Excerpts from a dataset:
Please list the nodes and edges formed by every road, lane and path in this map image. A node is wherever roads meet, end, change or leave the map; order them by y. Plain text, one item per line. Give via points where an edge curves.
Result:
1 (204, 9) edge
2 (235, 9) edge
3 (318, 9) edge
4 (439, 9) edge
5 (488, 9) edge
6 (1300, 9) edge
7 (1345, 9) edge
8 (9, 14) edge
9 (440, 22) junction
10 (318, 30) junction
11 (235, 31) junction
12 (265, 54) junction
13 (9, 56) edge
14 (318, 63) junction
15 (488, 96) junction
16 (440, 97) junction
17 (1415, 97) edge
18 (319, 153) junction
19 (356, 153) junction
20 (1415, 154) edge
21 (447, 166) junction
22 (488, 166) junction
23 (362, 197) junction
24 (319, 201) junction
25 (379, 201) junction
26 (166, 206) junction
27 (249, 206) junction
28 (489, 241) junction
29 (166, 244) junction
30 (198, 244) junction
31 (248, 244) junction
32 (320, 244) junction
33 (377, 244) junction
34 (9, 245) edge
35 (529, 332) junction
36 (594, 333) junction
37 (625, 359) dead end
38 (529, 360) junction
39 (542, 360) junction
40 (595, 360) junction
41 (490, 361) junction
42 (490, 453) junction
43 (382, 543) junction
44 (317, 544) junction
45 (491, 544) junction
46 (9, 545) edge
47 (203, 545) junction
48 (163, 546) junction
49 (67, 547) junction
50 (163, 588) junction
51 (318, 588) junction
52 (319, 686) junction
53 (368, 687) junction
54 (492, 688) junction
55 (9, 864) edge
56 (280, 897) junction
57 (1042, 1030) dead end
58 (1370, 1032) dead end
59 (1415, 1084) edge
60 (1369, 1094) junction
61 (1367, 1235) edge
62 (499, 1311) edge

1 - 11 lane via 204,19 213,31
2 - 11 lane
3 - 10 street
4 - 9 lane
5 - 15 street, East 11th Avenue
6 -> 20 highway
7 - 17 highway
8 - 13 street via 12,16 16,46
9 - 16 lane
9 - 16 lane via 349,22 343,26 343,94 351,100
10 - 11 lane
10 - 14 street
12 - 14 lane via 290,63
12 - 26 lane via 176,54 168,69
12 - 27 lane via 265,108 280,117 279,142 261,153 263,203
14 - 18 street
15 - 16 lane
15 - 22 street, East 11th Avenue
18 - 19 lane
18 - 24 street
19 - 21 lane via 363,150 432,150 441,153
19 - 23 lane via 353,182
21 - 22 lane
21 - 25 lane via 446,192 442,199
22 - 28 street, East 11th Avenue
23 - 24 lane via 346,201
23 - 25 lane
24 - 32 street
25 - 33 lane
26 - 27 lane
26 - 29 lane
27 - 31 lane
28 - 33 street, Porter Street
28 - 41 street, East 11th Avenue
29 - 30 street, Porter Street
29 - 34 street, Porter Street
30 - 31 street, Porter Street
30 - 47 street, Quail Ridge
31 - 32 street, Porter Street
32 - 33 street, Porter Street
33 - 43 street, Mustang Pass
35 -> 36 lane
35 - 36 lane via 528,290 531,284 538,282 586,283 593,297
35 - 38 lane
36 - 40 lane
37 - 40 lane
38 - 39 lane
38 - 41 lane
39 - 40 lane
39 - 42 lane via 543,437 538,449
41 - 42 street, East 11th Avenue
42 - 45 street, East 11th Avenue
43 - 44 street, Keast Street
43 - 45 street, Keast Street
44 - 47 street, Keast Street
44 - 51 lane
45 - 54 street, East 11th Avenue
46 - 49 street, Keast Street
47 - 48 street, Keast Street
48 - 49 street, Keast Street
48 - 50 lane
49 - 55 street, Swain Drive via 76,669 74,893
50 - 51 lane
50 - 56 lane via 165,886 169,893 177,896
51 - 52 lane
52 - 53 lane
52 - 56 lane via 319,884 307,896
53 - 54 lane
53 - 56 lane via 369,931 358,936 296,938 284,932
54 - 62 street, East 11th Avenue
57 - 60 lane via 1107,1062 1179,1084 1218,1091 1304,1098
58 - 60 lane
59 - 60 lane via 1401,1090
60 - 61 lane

Task prompt:
In the entries above, count each line holding the word "Avenue" and give that count alone.

Solution for this task:
8